### THE PROBLEM
Transcribe each line of the material with no alterations.
(MATERIAL TO PROCESS begins)
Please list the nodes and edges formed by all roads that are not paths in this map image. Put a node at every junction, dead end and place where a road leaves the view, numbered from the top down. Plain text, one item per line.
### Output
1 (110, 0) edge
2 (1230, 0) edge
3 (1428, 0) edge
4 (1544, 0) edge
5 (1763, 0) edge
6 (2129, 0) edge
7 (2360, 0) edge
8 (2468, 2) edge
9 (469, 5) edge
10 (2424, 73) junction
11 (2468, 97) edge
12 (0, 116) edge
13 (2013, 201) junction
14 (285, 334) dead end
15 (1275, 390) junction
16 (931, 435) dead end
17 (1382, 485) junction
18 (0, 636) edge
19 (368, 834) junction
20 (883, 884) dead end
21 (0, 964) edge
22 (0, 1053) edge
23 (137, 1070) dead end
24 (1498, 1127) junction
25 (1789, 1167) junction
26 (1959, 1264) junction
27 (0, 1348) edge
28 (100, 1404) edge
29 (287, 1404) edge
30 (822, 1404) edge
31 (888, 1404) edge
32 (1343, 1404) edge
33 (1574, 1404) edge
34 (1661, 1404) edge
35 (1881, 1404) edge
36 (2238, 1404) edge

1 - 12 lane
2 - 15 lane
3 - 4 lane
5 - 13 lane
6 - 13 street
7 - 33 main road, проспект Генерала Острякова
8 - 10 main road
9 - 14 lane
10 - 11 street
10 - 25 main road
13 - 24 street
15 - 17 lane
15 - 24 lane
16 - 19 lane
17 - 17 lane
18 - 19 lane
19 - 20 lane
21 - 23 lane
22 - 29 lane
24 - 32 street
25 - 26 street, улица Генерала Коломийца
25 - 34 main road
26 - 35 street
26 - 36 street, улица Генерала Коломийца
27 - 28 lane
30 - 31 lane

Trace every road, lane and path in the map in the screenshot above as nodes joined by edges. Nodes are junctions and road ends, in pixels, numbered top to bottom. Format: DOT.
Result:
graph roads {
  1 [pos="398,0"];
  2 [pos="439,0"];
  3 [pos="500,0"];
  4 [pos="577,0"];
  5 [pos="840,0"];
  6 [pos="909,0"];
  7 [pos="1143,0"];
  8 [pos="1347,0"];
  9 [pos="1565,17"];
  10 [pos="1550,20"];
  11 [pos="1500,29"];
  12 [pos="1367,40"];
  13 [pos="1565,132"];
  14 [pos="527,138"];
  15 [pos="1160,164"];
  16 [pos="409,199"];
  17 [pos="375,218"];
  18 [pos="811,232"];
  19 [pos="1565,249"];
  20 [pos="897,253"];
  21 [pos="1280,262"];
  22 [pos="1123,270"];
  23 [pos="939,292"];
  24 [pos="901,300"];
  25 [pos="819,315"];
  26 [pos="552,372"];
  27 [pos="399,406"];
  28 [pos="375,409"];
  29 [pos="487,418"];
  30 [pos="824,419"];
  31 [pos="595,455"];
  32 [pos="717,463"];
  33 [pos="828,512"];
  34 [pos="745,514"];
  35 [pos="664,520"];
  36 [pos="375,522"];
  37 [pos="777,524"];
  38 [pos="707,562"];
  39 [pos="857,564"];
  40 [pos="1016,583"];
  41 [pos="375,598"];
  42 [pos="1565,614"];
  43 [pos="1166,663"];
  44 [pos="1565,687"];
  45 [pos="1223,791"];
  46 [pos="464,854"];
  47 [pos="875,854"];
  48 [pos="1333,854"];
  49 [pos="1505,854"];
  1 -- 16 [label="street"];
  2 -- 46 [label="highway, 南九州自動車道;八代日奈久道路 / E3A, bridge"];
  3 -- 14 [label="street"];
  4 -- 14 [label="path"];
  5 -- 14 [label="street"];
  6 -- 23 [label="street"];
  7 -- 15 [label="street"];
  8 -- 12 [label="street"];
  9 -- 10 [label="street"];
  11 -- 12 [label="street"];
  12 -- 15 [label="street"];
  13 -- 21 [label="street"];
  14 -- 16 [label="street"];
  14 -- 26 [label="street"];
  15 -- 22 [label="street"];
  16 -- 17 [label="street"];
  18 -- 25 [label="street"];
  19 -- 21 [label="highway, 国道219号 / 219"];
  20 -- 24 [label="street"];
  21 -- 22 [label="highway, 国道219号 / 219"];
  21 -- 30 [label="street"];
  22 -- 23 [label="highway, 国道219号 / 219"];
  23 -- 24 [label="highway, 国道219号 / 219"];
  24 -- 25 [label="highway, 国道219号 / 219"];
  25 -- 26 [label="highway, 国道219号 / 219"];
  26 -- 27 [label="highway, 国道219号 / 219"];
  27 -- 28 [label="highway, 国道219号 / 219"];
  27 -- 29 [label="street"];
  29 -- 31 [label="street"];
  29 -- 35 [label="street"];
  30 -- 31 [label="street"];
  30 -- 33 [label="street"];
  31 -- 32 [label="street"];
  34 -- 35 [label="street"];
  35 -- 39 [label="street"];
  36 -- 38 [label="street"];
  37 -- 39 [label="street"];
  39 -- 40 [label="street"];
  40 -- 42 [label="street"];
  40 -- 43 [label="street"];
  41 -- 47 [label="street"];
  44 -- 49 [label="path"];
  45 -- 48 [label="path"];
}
(MATERIAL TO PROCESS ends)
### OUTPUT FOR THIS EXERCISE
Please list the nodes and edges formed by all roads that are not paths in this map image. Put a node at every junction, dead end and place where a road leaves the view, numbered from the top down. Plain text, one item per line.
### Output
1 (110, 0) edge
2 (1230, 0) edge
3 (1428, 0) edge
4 (1544, 0) edge
5 (1763, 0) edge
6 (2129, 0) edge
7 (2360, 0) edge
8 (2468, 2) edge
9 (469, 5) edge
10 (2424, 73) junction
11 (2468, 97) edge
12 (0, 116) edge
13 (2013, 201) junction
14 (285, 334) dead end
15 (1275, 390) junction
16 (931, 435) dead end
17 (1382, 485) junction
18 (0, 636) edge
19 (368, 834) junction
20 (883, 884) dead end
21 (0, 964) edge
22 (0, 1053) edge
23 (137, 1070) dead end
24 (1498, 1127) junction
25 (1789, 1167) junction
26 (1959, 1264) junction
27 (0, 1348) edge
28 (100, 1404) edge
29 (287, 1404) edge
30 (822, 1404) edge
31 (888, 1404) edge
32 (1343, 1404) edge
33 (1574, 1404) edge
34 (1661, 1404) edge
35 (1881, 1404) edge
36 (2238, 1404) edge

1 - 12 lane
2 - 15 lane
3 - 4 lane
5 - 13 lane
6 - 13 street
7 - 33 main road, проспект Генерала Острякова
8 - 10 main road
9 - 14 lane
10 - 11 street
10 - 25 main road
13 - 24 street
15 - 17 lane
15 - 24 lane
16 - 19 lane
17 - 17 lane
18 - 19 lane
19 - 20 lane
21 - 23 lane
22 - 29 lane
24 - 32 street
25 - 26 street, улица Генерала Коломийца
25 - 34 main road
26 - 35 street
26 - 36 street, улица Генерала Коломийца
27 - 28 lane
30 - 31 lane

Trace every road, lane and path in the map in the screenshot above as nodes joined by edges. Nodes are junctions and road ends, in pixels, numbered top to bottom. Format: DOT.
Result:
graph roads {
  1 [pos="398,0"];
  2 [pos="439,0"];
  3 [pos="500,0"];
  4 [pos="577,0"];
  5 [pos="840,0"];
  6 [pos="909,0"];
  7 [pos="1143,0"];
  8 [pos="1347,0"];
  9 [pos="1565,17"];
  10 [pos="1550,20"];
  11 [pos="1500,29"];
  12 [pos="1367,40"];
  13 [pos="1565,132"];
  14 [pos="527,138"];
  15 [pos="1160,164"];
  16 [pos="409,199"];
  17 [pos="375,218"];
  18 [pos="811,232"];
  19 [pos="1565,249"];
  20 [pos="897,253"];
  21 [pos="1280,262"];
  22 [pos="1123,270"];
  23 [pos="939,292"];
  24 [pos="901,300"];
  25 [pos="819,315"];
  26 [pos="552,372"];
  27 [pos="399,406"];
  28 [pos="375,409"];
  29 [pos="487,418"];
  30 [pos="824,419"];
  31 [pos="595,455"];
  32 [pos="717,463"];
  33 [pos="828,512"];
  34 [pos="745,514"];
  35 [pos="664,520"];
  36 [pos="375,522"];
  37 [pos="777,524"];
  38 [pos="707,562"];
  39 [pos="857,564"];
  40 [pos="1016,583"];
  41 [pos="375,598"];
  42 [pos="1565,614"];
  43 [pos="1166,663"];
  44 [pos="1565,687"];
  45 [pos="1223,791"];
  46 [pos="464,854"];
  47 [pos="875,854"];
  48 [pos="1333,854"];
  49 [pos="1505,854"];
  1 -- 16 [label="street"];
  2 -- 46 [label="highway, 南九州自動車道;八代日奈久道路 / E3A, bridge"];
  3 -- 14 [label="street"];
  4 -- 14 [label="path"];
  5 -- 14 [label="street"];
  6 -- 23 [label="street"];
  7 -- 15 [label="street"];
  8 -- 12 [label="street"];
  9 -- 10 [label="street"];
  11 -- 12 [label="street"];
  12 -- 15 [label="street"];
  13 -- 21 [label="street"];
  14 -- 16 [label="street"];
  14 -- 26 [label="street"];
  15 -- 22 [label="street"];
  16 -- 17 [label="street"];
  18 -- 25 [label="street"];
  19 -- 21 [label="highway, 国道219号 / 219"];
  20 -- 24 [label="street"];
  21 -- 22 [label="highway, 国道219号 / 219"];
  21 -- 30 [label="street"];
  22 -- 23 [label="highway, 国道219号 / 219"];
  23 -- 24 [label="highway, 国道219号 / 219"];
  24 -- 25 [label="highway, 国道219号 / 219"];
  25 -- 26 [label="highway, 国道219号 / 219"];
  26 -- 27 [label="highway, 国道219号 / 219"];
  27 -- 28 [label="highway, 国道219号 / 219"];
  27 -- 29 [label="street"];
  29 -- 31 [label="street"];
  29 -- 35 [label="street"];
  30 -- 31 [label="street"];
  30 -- 33 [label="street"];
  31 -- 32 [label="street"];
  34 -- 35 [label="street"];
  35 -- 39 [label="street"];
  36 -- 38 [label="street"];
  37 -- 39 [label="street"];
  39 -- 40 [label="street"];
  40 -- 42 [label="street"];
  40 -- 43 [label="street"];
  41 -- 47 [label="street"];
  44 -- 49 [label="path"];
  45 -- 48 [label="path"];
}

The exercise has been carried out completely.